**Exercise details**
Reproduce the listing verbatim.

┌────────

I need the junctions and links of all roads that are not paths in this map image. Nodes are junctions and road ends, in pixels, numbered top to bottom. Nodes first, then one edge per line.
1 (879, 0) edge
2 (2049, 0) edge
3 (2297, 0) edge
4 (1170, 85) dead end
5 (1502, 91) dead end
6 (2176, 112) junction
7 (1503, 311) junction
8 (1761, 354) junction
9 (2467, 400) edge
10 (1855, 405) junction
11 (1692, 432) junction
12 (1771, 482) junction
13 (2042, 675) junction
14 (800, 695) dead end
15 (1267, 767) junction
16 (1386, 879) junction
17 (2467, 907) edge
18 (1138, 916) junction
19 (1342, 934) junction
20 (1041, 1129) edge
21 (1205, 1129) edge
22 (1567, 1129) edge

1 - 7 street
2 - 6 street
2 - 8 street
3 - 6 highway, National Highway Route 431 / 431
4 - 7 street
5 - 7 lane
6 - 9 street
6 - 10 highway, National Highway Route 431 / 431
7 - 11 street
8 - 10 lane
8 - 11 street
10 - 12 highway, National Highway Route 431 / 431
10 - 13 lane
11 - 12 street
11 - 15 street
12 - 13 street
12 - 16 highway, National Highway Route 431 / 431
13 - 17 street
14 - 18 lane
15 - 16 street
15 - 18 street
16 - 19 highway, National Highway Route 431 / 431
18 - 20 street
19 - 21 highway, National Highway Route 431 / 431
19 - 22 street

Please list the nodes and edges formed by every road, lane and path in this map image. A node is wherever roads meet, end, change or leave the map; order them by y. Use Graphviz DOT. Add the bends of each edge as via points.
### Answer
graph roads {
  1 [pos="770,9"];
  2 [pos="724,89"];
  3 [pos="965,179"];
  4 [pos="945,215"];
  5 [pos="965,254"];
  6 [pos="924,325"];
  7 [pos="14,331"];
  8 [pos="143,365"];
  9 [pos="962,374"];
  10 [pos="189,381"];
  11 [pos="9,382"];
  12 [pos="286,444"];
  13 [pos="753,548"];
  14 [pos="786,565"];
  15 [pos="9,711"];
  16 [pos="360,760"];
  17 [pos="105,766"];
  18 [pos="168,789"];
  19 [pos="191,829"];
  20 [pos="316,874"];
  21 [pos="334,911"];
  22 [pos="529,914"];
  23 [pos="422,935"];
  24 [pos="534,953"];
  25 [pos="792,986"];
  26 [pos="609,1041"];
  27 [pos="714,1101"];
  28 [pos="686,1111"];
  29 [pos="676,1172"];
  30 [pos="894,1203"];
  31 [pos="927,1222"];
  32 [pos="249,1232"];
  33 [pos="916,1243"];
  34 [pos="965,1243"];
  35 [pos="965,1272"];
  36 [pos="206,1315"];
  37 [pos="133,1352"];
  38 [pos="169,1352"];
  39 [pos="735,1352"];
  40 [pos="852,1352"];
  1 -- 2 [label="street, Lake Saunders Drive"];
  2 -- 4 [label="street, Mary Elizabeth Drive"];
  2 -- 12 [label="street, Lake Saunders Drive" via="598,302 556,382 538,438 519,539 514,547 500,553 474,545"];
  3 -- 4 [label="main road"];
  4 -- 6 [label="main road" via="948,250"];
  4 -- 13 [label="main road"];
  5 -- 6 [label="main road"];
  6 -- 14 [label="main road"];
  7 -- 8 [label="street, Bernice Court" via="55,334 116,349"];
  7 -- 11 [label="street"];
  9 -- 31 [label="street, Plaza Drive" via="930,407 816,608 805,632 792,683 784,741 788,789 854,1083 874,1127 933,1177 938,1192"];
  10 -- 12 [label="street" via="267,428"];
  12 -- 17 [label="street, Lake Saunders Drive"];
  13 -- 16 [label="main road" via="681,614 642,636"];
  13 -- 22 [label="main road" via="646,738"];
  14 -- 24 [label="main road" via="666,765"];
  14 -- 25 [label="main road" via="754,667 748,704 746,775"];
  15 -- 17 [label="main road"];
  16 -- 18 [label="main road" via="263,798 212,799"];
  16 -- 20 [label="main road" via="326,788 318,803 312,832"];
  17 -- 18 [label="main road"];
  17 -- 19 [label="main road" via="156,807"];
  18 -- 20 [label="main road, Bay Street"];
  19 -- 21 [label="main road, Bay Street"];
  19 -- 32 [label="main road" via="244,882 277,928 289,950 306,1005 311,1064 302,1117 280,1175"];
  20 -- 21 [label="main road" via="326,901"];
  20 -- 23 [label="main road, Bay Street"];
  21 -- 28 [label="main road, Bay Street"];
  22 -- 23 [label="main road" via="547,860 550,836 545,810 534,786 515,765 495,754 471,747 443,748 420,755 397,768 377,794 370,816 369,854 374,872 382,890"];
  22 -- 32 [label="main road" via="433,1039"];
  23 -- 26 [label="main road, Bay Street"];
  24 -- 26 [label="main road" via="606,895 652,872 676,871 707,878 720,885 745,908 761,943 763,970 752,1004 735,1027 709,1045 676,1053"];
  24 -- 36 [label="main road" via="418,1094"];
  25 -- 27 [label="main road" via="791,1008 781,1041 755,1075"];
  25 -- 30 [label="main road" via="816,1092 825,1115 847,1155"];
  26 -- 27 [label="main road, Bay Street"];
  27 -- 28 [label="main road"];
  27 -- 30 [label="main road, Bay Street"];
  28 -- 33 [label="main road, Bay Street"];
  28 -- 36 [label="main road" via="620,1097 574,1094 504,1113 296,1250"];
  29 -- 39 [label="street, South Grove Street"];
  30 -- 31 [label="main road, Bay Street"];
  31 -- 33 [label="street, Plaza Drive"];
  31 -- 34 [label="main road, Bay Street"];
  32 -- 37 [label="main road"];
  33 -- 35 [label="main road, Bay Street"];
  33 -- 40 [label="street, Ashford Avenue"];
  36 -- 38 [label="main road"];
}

└────────

**Response area**
I need the junctions and links of all roads that are not paths in this map image. Nodes are junctions and road ends, in pixels, numbered top to bottom. Nodes first, then one edge per line.
1 (879, 0) edge
2 (2049, 0) edge
3 (2297, 0) edge
4 (1170, 85) dead end
5 (1502, 91) dead end
6 (2176, 112) junction
7 (1503, 311) junction
8 (1761, 354) junction
9 (2467, 400) edge
10 (1855, 405) junction
11 (1692, 432) junction
12 (1771, 482) junction
13 (2042, 675) junction
14 (800, 695) dead end
15 (1267, 767) junction
16 (1386, 879) junction
17 (2467, 907) edge
18 (1138, 916) junction
19 (1342, 934) junction
20 (1041, 1129) edge
21 (1205, 1129) edge
22 (1567, 1129) edge

1 - 7 street
2 - 6 street
2 - 8 street
3 - 6 highway, National Highway Route 431 / 431
4 - 7 street
5 - 7 lane
6 - 9 street
6 - 10 highway, National Highway Route 431 / 431
7 - 11 street
8 - 10 lane
8 - 11 street
10 - 12 highway, National Highway Route 431 / 431
10 - 13 lane
11 - 12 street
11 - 15 street
12 - 13 street
12 - 16 highway, National Highway Route 431 / 431
13 - 17 street
14 - 18 lane
15 - 16 street
15 - 18 street
16 - 19 highway, National Highway Route 431 / 431
18 - 20 street
19 - 21 highway, National Highway Route 431 / 431
19 - 22 street

Please list the nodes and edges formed by every road, lane and path in this map image. A node is wherever roads meet, end, change or leave the map; order them by y. Use Graphviz DOT. Add the bends of each edge as via points.
### Answer
graph roads {
  1 [pos="770,9"];
  2 [pos="724,89"];
  3 [pos="965,179"];
  4 [pos="945,215"];
  5 [pos="965,254"];
  6 [pos="924,325"];
  7 [pos="14,331"];
  8 [pos="143,365"];
  9 [pos="962,374"];
  10 [pos="189,381"];
  11 [pos="9,382"];
  12 [pos="286,444"];
  13 [pos="753,548"];
  14 [pos="786,565"];
  15 [pos="9,711"];
  16 [pos="360,760"];
  17 [pos="105,766"];
  18 [pos="168,789"];
  19 [pos="191,829"];
  20 [pos="316,874"];
  21 [pos="334,911"];
  22 [pos="529,914"];
  23 [pos="422,935"];
  24 [pos="534,953"];
  25 [pos="792,986"];
  26 [pos="609,1041"];
  27 [pos="714,1101"];
  28 [pos="686,1111"];
  29 [pos="676,1172"];
  30 [pos="894,1203"];
  31 [pos="927,1222"];
  32 [pos="249,1232"];
  33 [pos="916,1243"];
  34 [pos="965,1243"];
  35 [pos="965,1272"];
  36 [pos="206,1315"];
  37 [pos="133,1352"];
  38 [pos="169,1352"];
  39 [pos="735,1352"];
  40 [pos="852,1352"];
  1 -- 2 [label="street, Lake Saunders Drive"];
  2 -- 4 [label="street, Mary Elizabeth Drive"];
  2 -- 12 [label="street, Lake Saunders Drive" via="598,302 556,382 538,438 519,539 514,547 500,553 474,545"];
  3 -- 4 [label="main road"];
  4 -- 6 [label="main road" via="948,250"];
  4 -- 13 [label="main road"];
  5 -- 6 [label="main road"];
  6 -- 14 [label="main road"];
  7 -- 8 [label="street, Bernice Court" via="55,334 116,349"];
  7 -- 11 [label="street"];
  9 -- 31 [label="street, Plaza Drive" via="930,407 816,608 805,632 792,683 784,741 788,789 854,1083 874,1127 933,1177 938,1192"];
  10 -- 12 [label="street" via="267,428"];
  12 -- 17 [label="street, Lake Saunders Drive"];
  13 -- 16 [label="main road" via="681,614 642,636"];
  13 -- 22 [label="main road" via="646,738"];
  14 -- 24 [label="main road" via="666,765"];
  14 -- 25 [label="main road" via="754,667 748,704 746,775"];
  15 -- 17 [label="main road"];
  16 -- 18 [label="main road" via="263,798 212,799"];
  16 -- 20 [label="main road" via="326,788 318,803 312,832"];
  17 -- 18 [label="main road"];
  17 -- 19 [label="main road" via="156,807"];
  18 -- 20 [label="main road, Bay Street"];
  19 -- 21 [label="main road, Bay Street"];
  19 -- 32 [label="main road" via="244,882 277,928 289,950 306,1005 311,1064 302,1117 280,1175"];
  20 -- 21 [label="main road" via="326,901"];
  20 -- 23 [label="main road, Bay Street"];
  21 -- 28 [label="main road, Bay Street"];
  22 -- 23 [label="main road" via="547,860 550,836 545,810 534,786 515,765 495,754 471,747 443,748 420,755 397,768 377,794 370,816 369,854 374,872 382,890"];
  22 -- 32 [label="main road" via="433,1039"];
  23 -- 26 [label="main road, Bay Street"];
  24 -- 26 [label="main road" via="606,895 652,872 676,871 707,878 720,885 745,908 761,943 763,970 752,1004 735,1027 709,1045 676,1053"];
  24 -- 36 [label="main road" via="418,1094"];
  25 -- 27 [label="main road" via="791,1008 781,1041 755,1075"];
  25 -- 30 [label="main road" via="816,1092 825,1115 847,1155"];
  26 -- 27 [label="main road, Bay Street"];
  27 -- 28 [label="main road"];
  27 -- 30 [label="main road, Bay Street"];
  28 -- 33 [label="main road, Bay Street"];
  28 -- 36 [label="main road" via="620,1097 574,1094 504,1113 296,1250"];
  29 -- 39 [label="street, South Grove Street"];
  30 -- 31 [label="main road, Bay Street"];
  31 -- 33 [label="street, Plaza Drive"];
  31 -- 34 [label="main road, Bay Street"];
  32 -- 37 [label="main road"];
  33 -- 35 [label="main road, Bay Street"];
  33 -- 40 [label="street, Ashford Avenue"];
  36 -- 38 [label="main road"];
}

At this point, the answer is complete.